During the year we received an unsolicited approach about a 
potential offer for the Group from a third party in the US. In the 
interest of all shareholders, we entered a period of full due 
diligence and negotiation over a number of months. This 
ultimately did not lead to an offer for the Group. The 
professional fees in relation to this exercise have been 
recognised outside the underlying operating performance in 
this year’s profit and loss account.

As reported at the time of the interim results we have seen a 
significant change in the representation of Independent Non-
Executive Directors on the Board, with Christos Angelides, 
Claire Kent and Dean Murray all standing down, and I thank 
them for their considerable efforts over their time with us. 
Robin Piggott, who now chairs the Audit Committee and 
Sarah Curran MBE, who chairs the Remuneration Committee, 
both joined in September.

We have made considerable progress across the Group over 
the last year and I enter the new financial year with renewed 
confidence off the back of that success. Our goal has been to 
return the Group to profitability and I believe we are very close 
to achieving that aim, given the momentum that we are 
currently seeing within the business. While it is clear that the 
retail market in which we are operating in the UK is unlikely to 
improve in the near future, we have clear visibility on the 
benefits we will obtain from the ongoing portfolio rationalisation. 
In addition the reaction to our collections and strength of our 
wholesale orders both for the spring and winter seasons further 
underpins this performance going forward.

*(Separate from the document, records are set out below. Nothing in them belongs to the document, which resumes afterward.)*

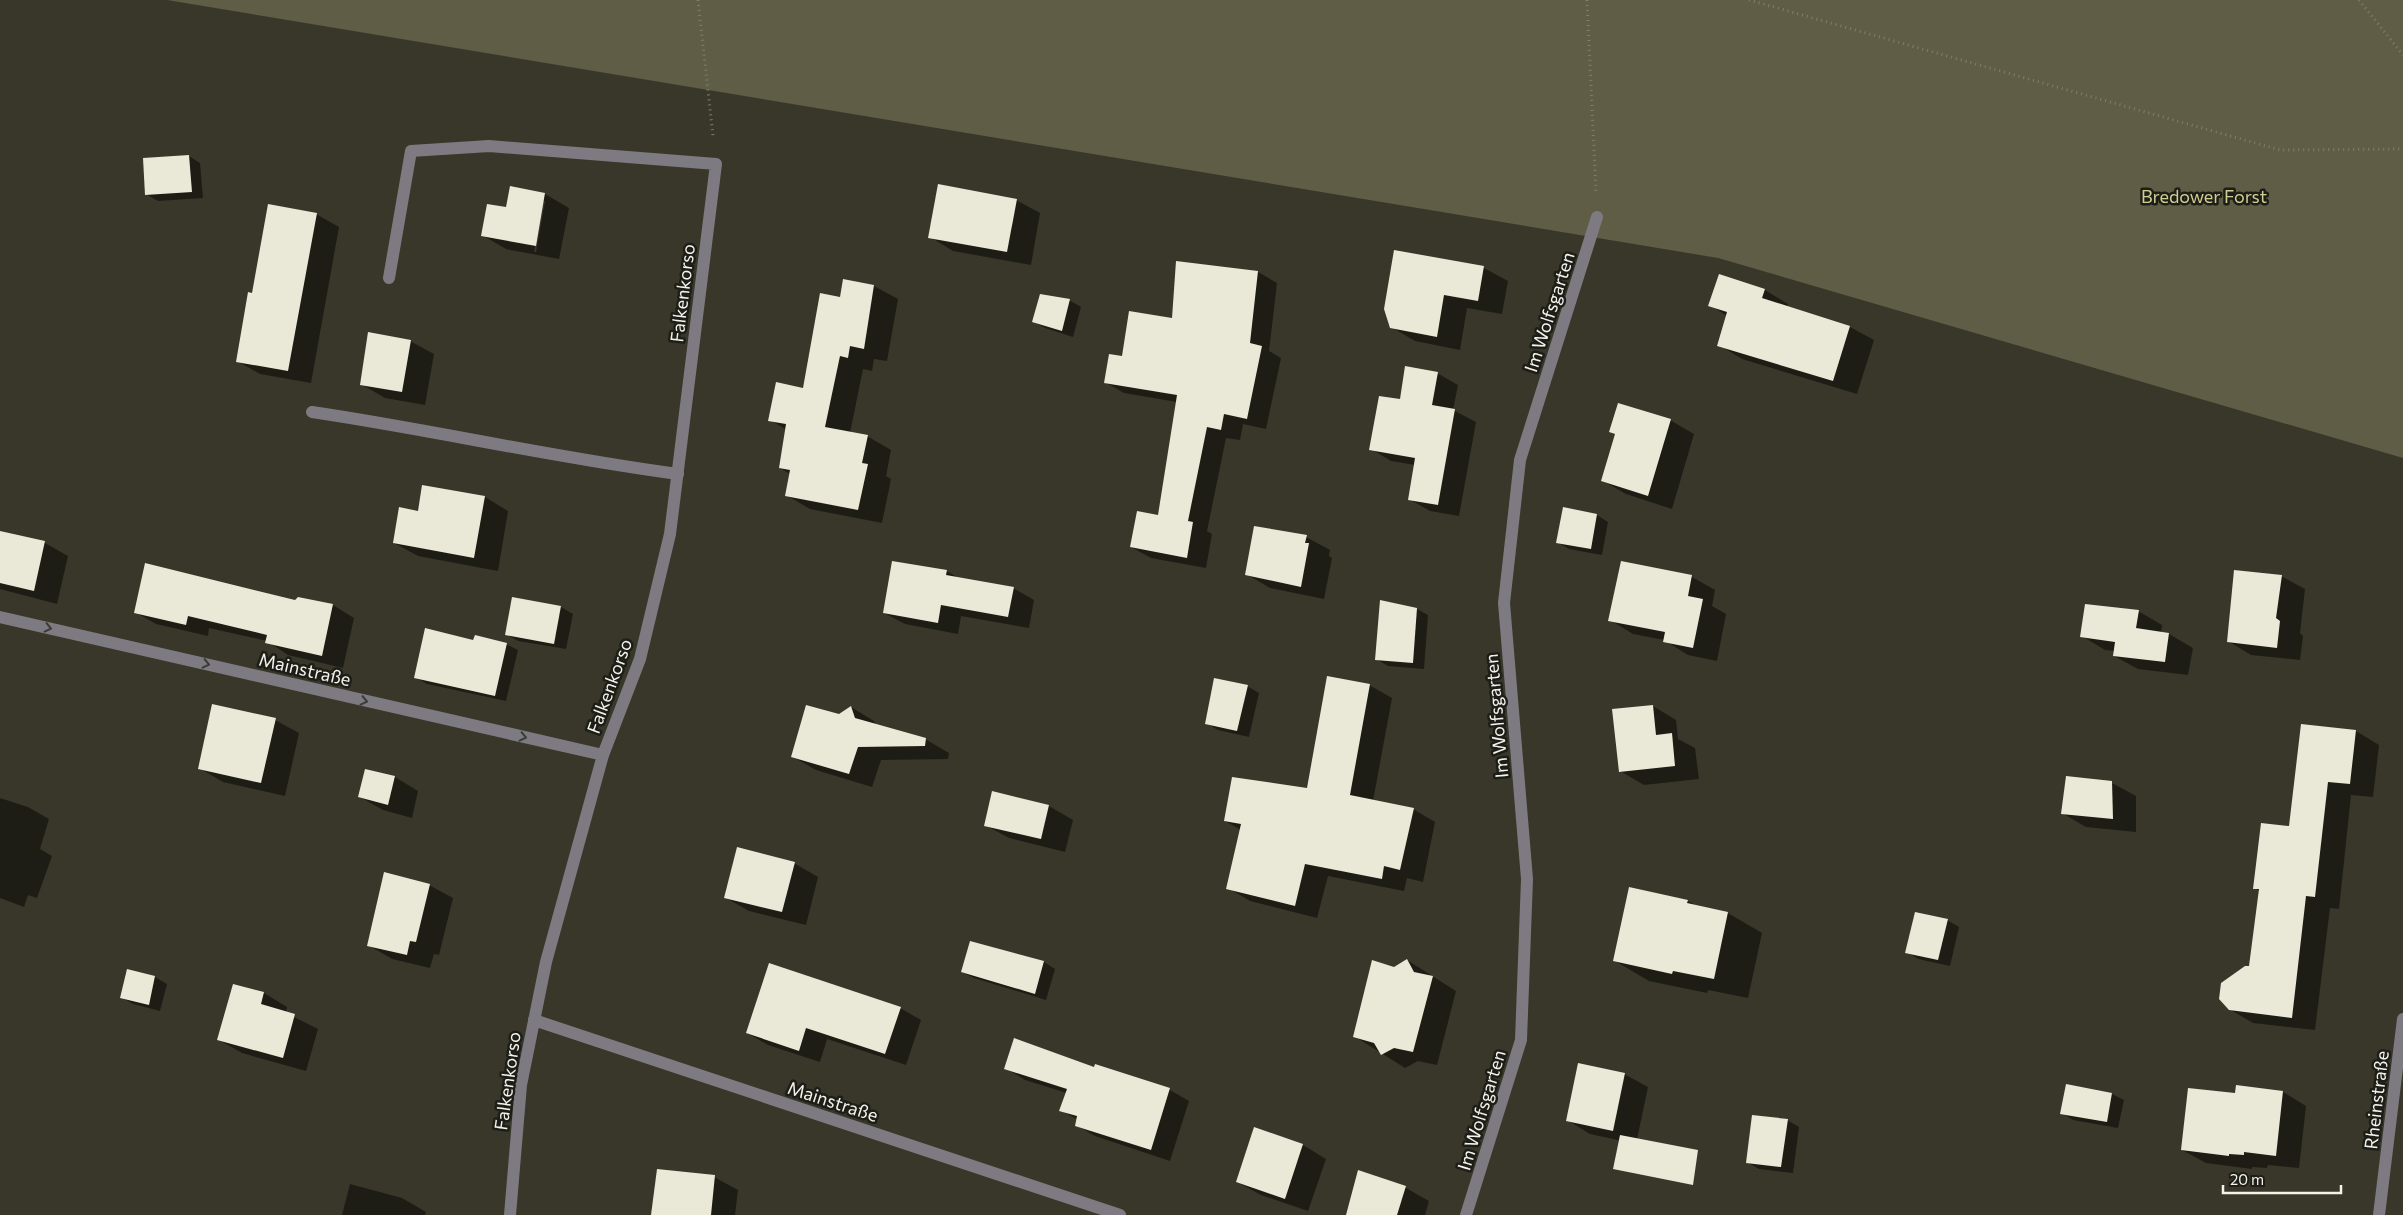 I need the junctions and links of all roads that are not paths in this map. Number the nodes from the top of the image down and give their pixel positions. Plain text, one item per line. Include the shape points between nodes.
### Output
1 (1597, 218) road end
2 (389, 278) dead end
3 (312, 412) dead end
4 (678, 474) junction
5 (0, 617) edge
6 (602, 755) junction
7 (2403, 1019) edge
8 (534, 1020) junction
9 (510, 1215) edge
10 (1120, 1215) edge
11 (1466, 1215) edge
12 (2379, 1215) edge

1 - 11 street, Im Wolfsgarten via 1520,460 1504,604 1527,879 1521,1040
2 - 4 street, Falkenkorso via 411,151 489,146 716,164
3 - 4 street via 594,463
4 - 6 street, Falkenkorso via 670,534 640,659
5 -> 6 street, Mainstraße
6 - 8 street, Falkenkorso via 546,962
7 - 12 street, Rheinstraße
8 - 9 street, Falkenkorso via 521,1085
8 - 10 street, Mainstraße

Although we are 
only early into the year, I believe we are in a very strong position 
to make further significant progress.

Finally I would like to take the opportunity to thank all of our 
staff for the continued effort and dedication that they have put 
into improving the performance of the business and hope that 
we will all see the benefits of that work in the near future.

Stephen Marks 
Chairman and Chief Executive 
13 March 2018

Notes:
1.  Underlying Operating Loss excludes profit/loss on store disposals 
and closures, as well as other professional fees.

2.  LFL or “Like-for-Like” sales growth is defined as the year-on-year 
sales growth for owned stores and concessions open more than one 
year, including ecommerce revenues, removing the impact of closed 
stores and reported in constant currency.

3.  Constant Currency is calculated by translating the year ending 
January 2018 at 2017 rates to remove the impact of exchange rate 
fluctuations. Refer to Note 26 in the 2018 Annual Report for exchange 
rates.

4.  Underlying overheads consist of LFL store overheads.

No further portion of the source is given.